(Exercise inputs begins)

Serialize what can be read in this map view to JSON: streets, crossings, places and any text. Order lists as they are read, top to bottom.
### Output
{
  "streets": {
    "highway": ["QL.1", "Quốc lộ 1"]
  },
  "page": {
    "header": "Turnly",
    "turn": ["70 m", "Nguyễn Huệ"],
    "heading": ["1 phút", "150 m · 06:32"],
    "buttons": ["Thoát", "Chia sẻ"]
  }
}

(Exercise inputs ends)
(Exercise inputs begins)

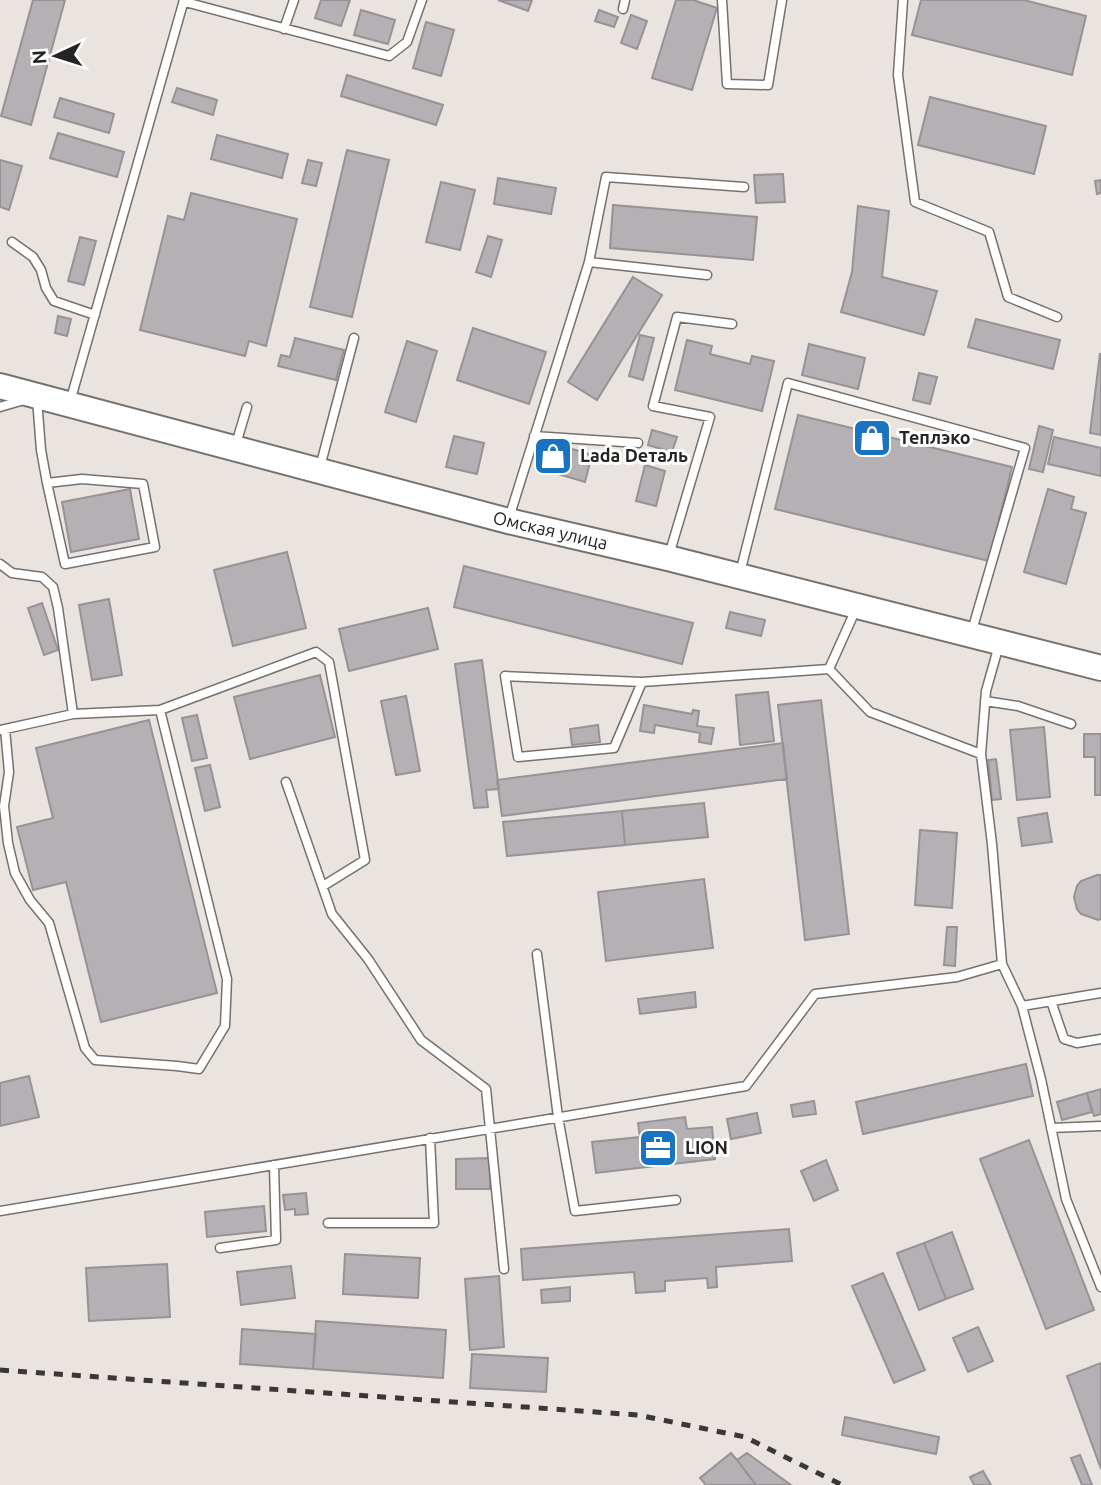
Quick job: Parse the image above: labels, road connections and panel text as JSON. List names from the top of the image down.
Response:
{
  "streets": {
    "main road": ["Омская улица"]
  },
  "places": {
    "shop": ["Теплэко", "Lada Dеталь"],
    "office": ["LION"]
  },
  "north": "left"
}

(Exercise inputs ends)

Exercise:
Across the records above, count the lines holding "JSON" and reply with that number alone.

Response box:
2